Start of Block

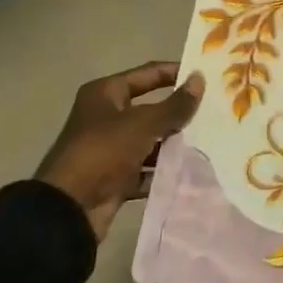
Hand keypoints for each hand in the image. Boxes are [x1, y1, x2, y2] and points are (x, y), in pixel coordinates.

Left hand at [35, 62, 203, 238]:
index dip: (176, 72)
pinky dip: (163, 170)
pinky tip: (190, 169)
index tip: (206, 76)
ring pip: (150, 140)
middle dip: (179, 112)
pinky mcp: (115, 177)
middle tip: (214, 111)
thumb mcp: (143, 124)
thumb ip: (175, 104)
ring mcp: (110, 149)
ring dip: (174, 143)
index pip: (149, 74)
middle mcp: (106, 117)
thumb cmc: (103, 152)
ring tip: (208, 141)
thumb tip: (200, 78)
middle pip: (151, 108)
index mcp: (106, 94)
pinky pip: (146, 168)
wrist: (68, 210)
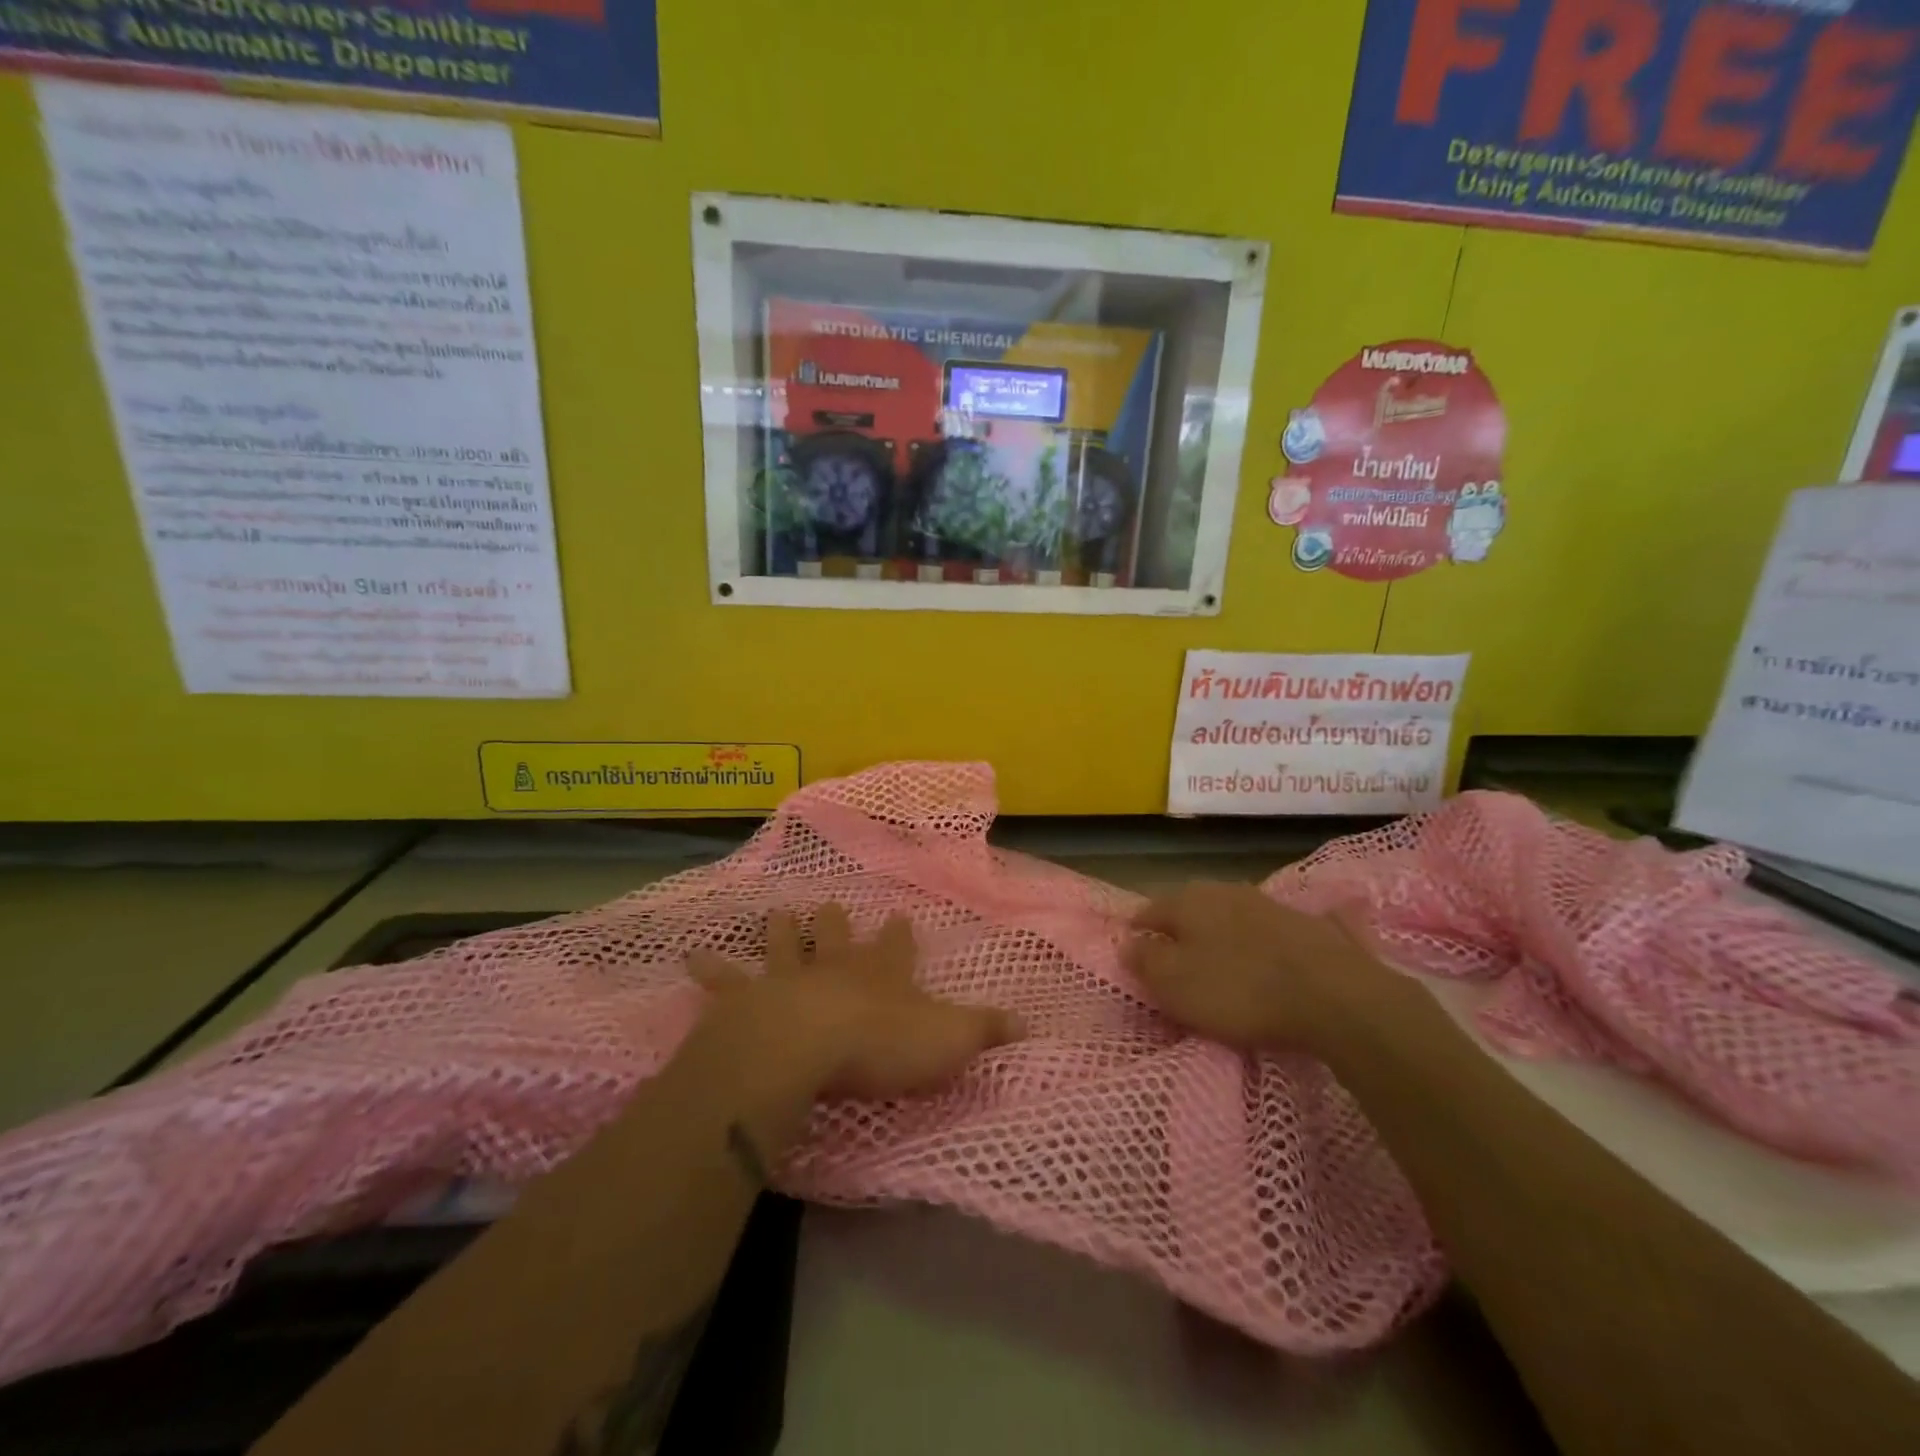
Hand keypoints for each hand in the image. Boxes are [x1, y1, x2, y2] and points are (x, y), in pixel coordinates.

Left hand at [687, 904, 1022, 1101]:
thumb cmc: (881, 1044)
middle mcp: (835, 967)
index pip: (897, 947)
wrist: (805, 1046)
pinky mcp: (746, 1001)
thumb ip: (986, 1031)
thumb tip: (1031, 1025)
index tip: (901, 916)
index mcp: (882, 974)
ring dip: (781, 931)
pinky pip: (724, 982)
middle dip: (836, 923)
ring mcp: (788, 978)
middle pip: (837, 936)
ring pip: (784, 945)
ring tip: (777, 912)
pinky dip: (709, 969)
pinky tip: (688, 956)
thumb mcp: (948, 1040)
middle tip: (830, 905)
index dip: (900, 934)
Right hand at [1124, 882, 1372, 1052]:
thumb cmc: (1239, 989)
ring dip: (1219, 934)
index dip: (1137, 931)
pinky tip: (1262, 958)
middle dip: (1179, 930)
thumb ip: (1145, 961)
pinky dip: (1256, 942)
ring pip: (1228, 915)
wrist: (1334, 994)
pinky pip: (1266, 930)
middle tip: (1173, 958)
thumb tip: (1126, 943)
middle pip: (1189, 908)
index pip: (1149, 911)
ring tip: (1217, 961)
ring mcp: (1267, 903)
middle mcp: (1223, 890)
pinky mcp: (1304, 924)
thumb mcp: (1175, 984)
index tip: (1133, 950)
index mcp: (1187, 901)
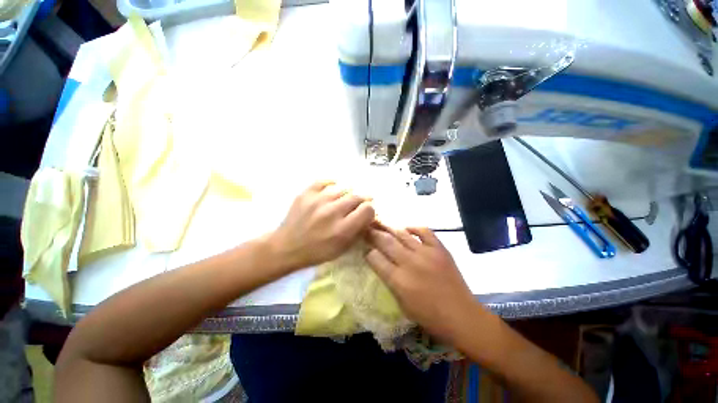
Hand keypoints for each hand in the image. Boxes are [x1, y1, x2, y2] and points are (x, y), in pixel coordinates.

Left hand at [268, 181, 375, 271]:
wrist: (286, 247)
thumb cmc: (317, 252)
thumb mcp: (342, 248)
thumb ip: (358, 231)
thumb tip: (368, 216)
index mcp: (342, 229)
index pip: (367, 209)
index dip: (370, 210)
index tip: (366, 213)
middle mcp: (332, 212)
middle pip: (357, 197)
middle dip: (361, 201)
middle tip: (357, 206)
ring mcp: (318, 201)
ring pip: (343, 188)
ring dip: (347, 195)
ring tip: (343, 201)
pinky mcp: (306, 194)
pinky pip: (325, 182)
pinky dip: (332, 185)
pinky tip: (333, 190)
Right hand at [366, 226, 482, 341]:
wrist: (462, 316)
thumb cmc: (429, 316)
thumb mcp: (402, 304)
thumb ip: (389, 281)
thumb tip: (380, 263)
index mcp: (398, 280)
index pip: (375, 258)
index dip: (368, 252)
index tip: (364, 248)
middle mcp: (409, 262)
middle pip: (385, 242)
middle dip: (373, 234)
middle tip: (366, 228)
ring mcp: (426, 253)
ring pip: (402, 234)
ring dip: (389, 227)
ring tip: (380, 222)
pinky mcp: (439, 249)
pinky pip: (424, 231)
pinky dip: (413, 227)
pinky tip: (406, 228)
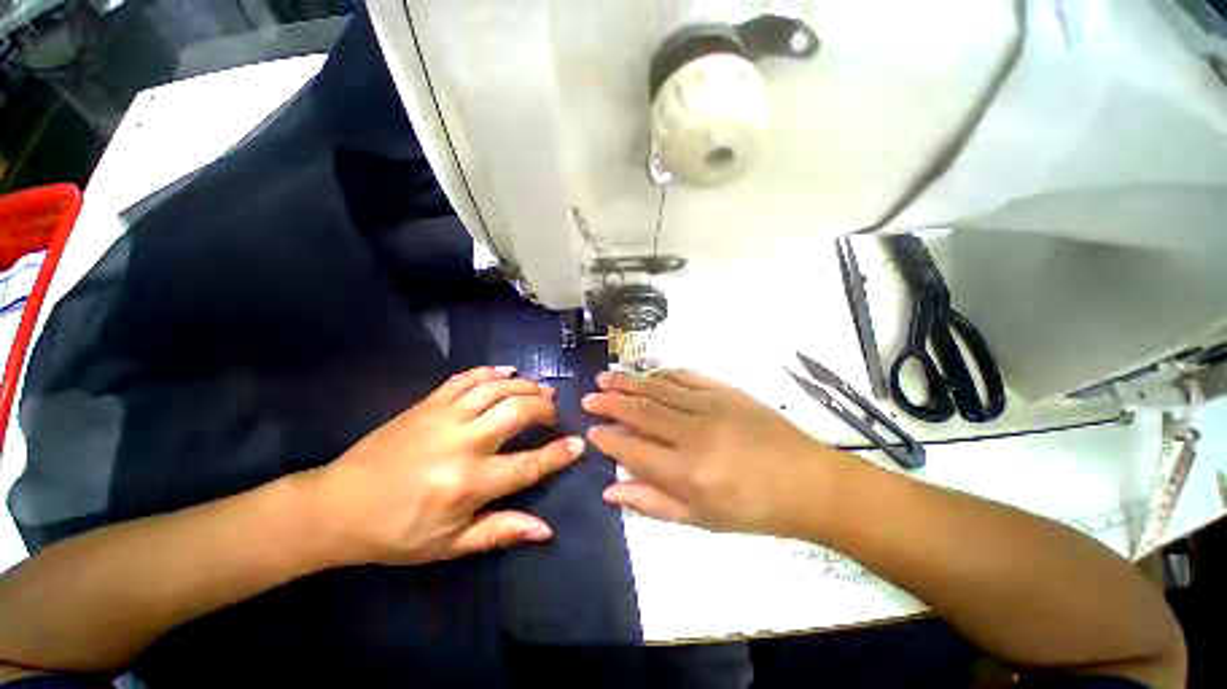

End of Block

Set down the records above exactly, leaving out pictures.

Hand keypoints for each hand in the image. Boxes are [x1, y1, x2, y2] and points are (x, y), in pixel coordinates.

Left hand at [35, 62, 203, 238]:
index dip: (176, 72)
pinky dip: (163, 170)
pinky tip: (190, 169)
index tip: (206, 76)
ring pip: (150, 140)
middle dip: (179, 112)
pinky mcp: (115, 177)
middle tip: (214, 111)
thumb mcp: (143, 124)
thumb ip: (175, 104)
ring mcp: (110, 149)
ring dip: (174, 143)
index pip: (149, 74)
middle mcp: (106, 117)
thumb cmc: (103, 152)
ring tip: (208, 141)
thumb tip: (200, 78)
middle pip: (151, 108)
index mcp: (106, 94)
pinky pip: (146, 168)
wrist: (68, 210)
Hand keypoints for each hand in the image. Boxes are [x1, y1, x2, y2] and points are (x, y), in pixel coordinates.

Left hand at [687, 904, 1022, 1101]:
thumb cmc: (881, 1044)
middle mcp: (835, 967)
index pip: (897, 947)
wrist: (805, 1046)
pinky mcp: (746, 1001)
thumb ip: (986, 1031)
thumb tip: (1031, 1025)
index tip: (901, 916)
index mcp: (882, 974)
ring dip: (781, 931)
pinky pip: (724, 982)
middle dip: (836, 923)
ring mcp: (788, 978)
middle pip: (837, 936)
ring pip: (784, 945)
ring tip: (777, 912)
pinky dip: (709, 969)
pinky tip: (688, 956)
thumb mcp: (948, 1040)
middle tip: (830, 905)
index dip: (900, 934)
Right hand at [1124, 882, 1372, 1052]:
thumb cmc: (1239, 989)
ring dip: (1219, 934)
index dip: (1137, 931)
pinky tip: (1262, 958)
middle dip: (1179, 930)
thumb ip: (1145, 961)
pinky dip: (1256, 942)
ring pip: (1228, 915)
wrist: (1334, 994)
pinky pip: (1266, 930)
middle tip: (1173, 958)
thumb tip: (1126, 943)
middle pip: (1189, 908)
index pip: (1149, 911)
ring tip: (1217, 961)
ring mcp: (1267, 903)
middle mcp: (1223, 890)
pinky mcp: (1304, 924)
thumb mcp: (1175, 984)
index tip: (1133, 950)
index mcp: (1187, 901)
Hand keypoints for each hand in the image. Boxes are [x1, y1, x2, y2] and points are (x, y), in pixel coordinates.

Left hand at [268, 181, 375, 271]:
wrist: (286, 247)
thumb cmc: (317, 252)
thumb mcp: (342, 248)
thumb ip: (358, 231)
thumb tip: (368, 216)
index mcp: (342, 229)
index pip: (367, 209)
index dip: (370, 210)
index tip: (366, 213)
middle mcp: (332, 212)
middle pip: (357, 197)
middle dip: (361, 201)
middle tip: (357, 206)
ring mcp: (318, 201)
ring pip: (343, 188)
ring dip: (347, 195)
ring tip: (343, 201)
pinky mcp: (306, 194)
pinky pip: (325, 182)
pinky dip: (332, 185)
pinky tip: (333, 190)
Right hand at [366, 226, 482, 341]:
wrist: (462, 316)
thumb cmc: (429, 316)
thumb mcp: (402, 304)
thumb ip: (389, 281)
thumb tip: (380, 263)
index mcp: (398, 280)
index pip: (375, 258)
index dip: (368, 252)
index tip: (364, 248)
middle mcp: (409, 262)
middle pip: (385, 242)
middle dip: (373, 234)
middle tip: (366, 228)
ring mcp: (426, 253)
ring pip: (402, 234)
ring dip: (389, 227)
ring tip: (380, 222)
pinky mcp: (439, 249)
pinky pip: (424, 231)
pinky dip: (413, 227)
pinky tip: (406, 228)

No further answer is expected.